Scrolling down or clicking on the Noise entry on the left-hand side of the spool brings the graph of the noise (difference) into view.

Wavelet Outlier Detection

Wavelet outlier detection is described in
“Wavelet Outlier Detection”. To perform wavelet outlier detection in EViews, open a series window and proceed to View/Wavelet Analysis/Outlier Detection... to display the dialog.

The dialog is identical to the Wavelet Thresholding dialog described in

Example (Discrete Wavelet Transform Outlier Detection)

To demonstrate outlier detection, we employ data obtained from the U.S. Geological Survey website https://www.usgs.gov/.

As discussed in Bilen and Huzurbazar (2002), data collected in this database comes from many different sources and is generally notorious for input errors. Here we focus on a monthly dataset, collected at irregular intervals from Mary 19876 to June 2020, measuring water conductance at the Green River near Greendale, UT, identified by site number 09234500.

A quick glance at the series indicates that there is an unusually large drop from typical values (500 to 800 units) in September 1999 which drops to roughly 7.4 units. This is an unusually large drop and is almost certainly an outlying observation. In an attempt to identify the aforementioned outlier and perhaps uncover others, the example conducts the Bilen and Huzurbazar (2002) wavelet outlier detection using a DWT transform with a Haar filter, universal threshold, and a mean median absolute deviation estimator for wavelet coefficient variance. Furthermore, the maximum decomposition level is restricted to 3.

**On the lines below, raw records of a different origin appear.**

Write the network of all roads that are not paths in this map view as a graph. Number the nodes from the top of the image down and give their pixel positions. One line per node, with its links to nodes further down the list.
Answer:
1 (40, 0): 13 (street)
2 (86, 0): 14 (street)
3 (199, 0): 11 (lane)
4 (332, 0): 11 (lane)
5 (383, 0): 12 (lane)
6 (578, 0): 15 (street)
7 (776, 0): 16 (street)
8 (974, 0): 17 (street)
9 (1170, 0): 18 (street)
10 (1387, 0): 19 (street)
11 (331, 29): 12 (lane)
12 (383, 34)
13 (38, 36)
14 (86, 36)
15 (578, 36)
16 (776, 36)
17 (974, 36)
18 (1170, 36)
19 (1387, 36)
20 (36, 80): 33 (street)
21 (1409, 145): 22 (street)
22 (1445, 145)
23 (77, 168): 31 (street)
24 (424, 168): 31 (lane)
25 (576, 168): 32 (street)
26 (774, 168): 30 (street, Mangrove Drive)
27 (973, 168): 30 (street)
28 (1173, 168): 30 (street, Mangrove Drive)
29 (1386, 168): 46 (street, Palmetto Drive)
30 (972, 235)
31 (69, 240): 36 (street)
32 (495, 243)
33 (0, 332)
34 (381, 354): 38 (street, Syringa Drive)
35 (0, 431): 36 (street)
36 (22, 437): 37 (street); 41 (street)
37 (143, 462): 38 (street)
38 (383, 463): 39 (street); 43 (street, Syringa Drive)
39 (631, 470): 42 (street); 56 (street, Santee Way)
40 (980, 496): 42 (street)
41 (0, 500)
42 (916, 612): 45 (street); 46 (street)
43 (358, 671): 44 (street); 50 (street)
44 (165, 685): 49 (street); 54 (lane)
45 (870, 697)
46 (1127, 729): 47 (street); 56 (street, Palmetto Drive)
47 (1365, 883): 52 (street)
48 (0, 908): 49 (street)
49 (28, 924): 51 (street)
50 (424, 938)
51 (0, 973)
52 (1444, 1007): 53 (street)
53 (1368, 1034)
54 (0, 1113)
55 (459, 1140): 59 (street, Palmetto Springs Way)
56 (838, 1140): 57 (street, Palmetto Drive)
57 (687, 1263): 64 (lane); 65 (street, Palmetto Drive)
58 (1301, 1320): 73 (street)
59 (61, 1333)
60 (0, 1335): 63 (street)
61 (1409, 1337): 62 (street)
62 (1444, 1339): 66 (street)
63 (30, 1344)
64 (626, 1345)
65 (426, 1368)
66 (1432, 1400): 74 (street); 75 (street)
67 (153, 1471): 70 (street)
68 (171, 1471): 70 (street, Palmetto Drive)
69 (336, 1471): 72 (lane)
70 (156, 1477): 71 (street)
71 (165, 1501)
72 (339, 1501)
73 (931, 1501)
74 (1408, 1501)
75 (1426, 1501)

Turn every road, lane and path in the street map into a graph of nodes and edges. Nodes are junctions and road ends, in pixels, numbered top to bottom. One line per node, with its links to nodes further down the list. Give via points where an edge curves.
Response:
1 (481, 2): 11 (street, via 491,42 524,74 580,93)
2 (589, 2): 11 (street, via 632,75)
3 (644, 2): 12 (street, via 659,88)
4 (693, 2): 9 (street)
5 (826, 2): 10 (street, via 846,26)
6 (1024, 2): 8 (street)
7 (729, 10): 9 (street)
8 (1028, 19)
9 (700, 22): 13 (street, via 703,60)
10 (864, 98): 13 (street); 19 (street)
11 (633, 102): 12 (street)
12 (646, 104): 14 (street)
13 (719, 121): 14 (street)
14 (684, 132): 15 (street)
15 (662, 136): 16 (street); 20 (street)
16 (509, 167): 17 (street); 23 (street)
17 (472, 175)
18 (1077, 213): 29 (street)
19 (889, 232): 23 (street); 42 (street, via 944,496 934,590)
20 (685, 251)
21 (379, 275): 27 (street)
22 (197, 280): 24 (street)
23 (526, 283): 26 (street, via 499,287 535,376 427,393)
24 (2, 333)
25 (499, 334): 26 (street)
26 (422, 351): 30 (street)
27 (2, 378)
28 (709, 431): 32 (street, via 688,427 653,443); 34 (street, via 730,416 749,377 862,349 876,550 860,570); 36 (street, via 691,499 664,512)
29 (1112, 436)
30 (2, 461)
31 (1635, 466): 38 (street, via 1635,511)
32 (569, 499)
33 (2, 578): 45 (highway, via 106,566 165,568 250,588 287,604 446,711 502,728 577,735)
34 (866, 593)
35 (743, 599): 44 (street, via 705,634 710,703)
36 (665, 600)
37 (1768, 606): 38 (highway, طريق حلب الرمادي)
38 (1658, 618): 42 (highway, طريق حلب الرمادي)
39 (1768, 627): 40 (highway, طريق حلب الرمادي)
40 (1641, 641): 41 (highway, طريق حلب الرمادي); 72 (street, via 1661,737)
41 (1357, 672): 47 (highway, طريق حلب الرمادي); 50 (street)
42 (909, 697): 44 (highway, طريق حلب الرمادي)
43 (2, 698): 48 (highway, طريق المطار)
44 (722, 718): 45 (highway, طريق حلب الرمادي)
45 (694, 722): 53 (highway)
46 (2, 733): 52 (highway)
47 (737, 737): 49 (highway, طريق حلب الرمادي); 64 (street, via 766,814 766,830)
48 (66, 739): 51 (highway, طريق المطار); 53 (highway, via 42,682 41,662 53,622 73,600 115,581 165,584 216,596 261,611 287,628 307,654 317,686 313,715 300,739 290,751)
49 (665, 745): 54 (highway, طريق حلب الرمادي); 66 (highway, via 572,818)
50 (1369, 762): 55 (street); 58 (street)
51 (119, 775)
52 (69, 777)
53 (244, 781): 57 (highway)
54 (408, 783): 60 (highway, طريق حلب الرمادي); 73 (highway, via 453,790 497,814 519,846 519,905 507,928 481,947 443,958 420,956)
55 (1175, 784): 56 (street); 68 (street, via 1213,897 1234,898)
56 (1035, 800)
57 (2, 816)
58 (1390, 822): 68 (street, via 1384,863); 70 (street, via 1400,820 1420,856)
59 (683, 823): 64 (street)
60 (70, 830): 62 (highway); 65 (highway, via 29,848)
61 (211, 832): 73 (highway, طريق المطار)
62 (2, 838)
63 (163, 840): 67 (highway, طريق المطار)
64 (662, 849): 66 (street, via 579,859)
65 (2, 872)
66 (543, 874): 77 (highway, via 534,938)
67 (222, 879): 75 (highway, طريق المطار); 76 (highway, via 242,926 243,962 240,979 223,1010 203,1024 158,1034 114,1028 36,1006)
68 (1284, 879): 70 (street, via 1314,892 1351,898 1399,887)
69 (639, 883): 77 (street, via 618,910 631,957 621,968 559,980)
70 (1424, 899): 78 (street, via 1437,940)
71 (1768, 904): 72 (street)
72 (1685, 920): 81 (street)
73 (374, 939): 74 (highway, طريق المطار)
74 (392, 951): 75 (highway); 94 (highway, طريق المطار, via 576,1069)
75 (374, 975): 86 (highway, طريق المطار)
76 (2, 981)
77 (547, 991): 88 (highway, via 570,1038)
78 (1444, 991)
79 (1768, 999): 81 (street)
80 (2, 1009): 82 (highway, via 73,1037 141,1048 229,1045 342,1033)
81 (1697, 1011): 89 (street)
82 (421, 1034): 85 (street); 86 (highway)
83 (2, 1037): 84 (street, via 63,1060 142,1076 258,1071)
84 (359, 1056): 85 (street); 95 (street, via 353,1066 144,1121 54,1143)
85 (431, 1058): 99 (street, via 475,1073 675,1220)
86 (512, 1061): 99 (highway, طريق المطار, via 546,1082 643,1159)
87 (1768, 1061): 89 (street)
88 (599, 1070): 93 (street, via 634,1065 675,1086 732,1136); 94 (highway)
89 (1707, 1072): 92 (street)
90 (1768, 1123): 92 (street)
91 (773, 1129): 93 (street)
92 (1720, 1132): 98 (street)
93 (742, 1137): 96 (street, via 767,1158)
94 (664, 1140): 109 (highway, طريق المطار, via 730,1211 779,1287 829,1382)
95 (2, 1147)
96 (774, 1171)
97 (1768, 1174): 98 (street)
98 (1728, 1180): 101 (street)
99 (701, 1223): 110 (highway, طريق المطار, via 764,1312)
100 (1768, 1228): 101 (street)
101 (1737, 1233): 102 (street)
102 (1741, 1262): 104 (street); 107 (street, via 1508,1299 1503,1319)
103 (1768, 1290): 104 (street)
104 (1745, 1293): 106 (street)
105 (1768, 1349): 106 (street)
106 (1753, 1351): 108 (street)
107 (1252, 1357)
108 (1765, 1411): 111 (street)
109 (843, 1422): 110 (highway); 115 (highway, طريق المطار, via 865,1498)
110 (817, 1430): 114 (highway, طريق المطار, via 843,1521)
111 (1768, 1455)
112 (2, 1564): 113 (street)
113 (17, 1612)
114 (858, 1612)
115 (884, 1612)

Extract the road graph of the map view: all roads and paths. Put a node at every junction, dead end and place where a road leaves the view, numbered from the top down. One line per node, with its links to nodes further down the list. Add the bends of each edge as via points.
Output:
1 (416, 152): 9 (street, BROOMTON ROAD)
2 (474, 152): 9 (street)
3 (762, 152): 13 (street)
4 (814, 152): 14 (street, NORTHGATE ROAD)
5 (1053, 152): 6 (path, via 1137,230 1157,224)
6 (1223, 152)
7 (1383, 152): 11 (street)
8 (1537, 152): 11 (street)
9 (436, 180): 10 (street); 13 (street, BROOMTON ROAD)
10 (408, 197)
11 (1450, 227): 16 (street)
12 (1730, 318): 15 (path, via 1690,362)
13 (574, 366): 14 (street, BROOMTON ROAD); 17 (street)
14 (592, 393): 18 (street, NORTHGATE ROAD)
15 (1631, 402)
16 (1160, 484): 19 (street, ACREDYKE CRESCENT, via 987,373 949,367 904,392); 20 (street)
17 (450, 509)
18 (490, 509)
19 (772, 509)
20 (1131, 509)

To proceed, open the series window and click on View/Wavelet Analysis/Outlier Detection.... Change the Max Scale to 4 and under the MAD group, set the Method to Mean Median Abs. Dev., and click on OK.

EViews will display output in the form of a spool object with the spool tree listing the summary, outlier table, and outlier graphs for each of the relevant scales.

The first spool entry is a summary of the outlier detection procedure describing the decomposition method and filter, sample information, threshold method, and wavelet coefficient variance computation.

Next is an outlier overview table listing the exact location of a detected outlier along with its value and absolute deviation from the series mean and median, respectively.

We may scroll down or click on one of the scale entries on the left-hand side to display graphs of the outliers.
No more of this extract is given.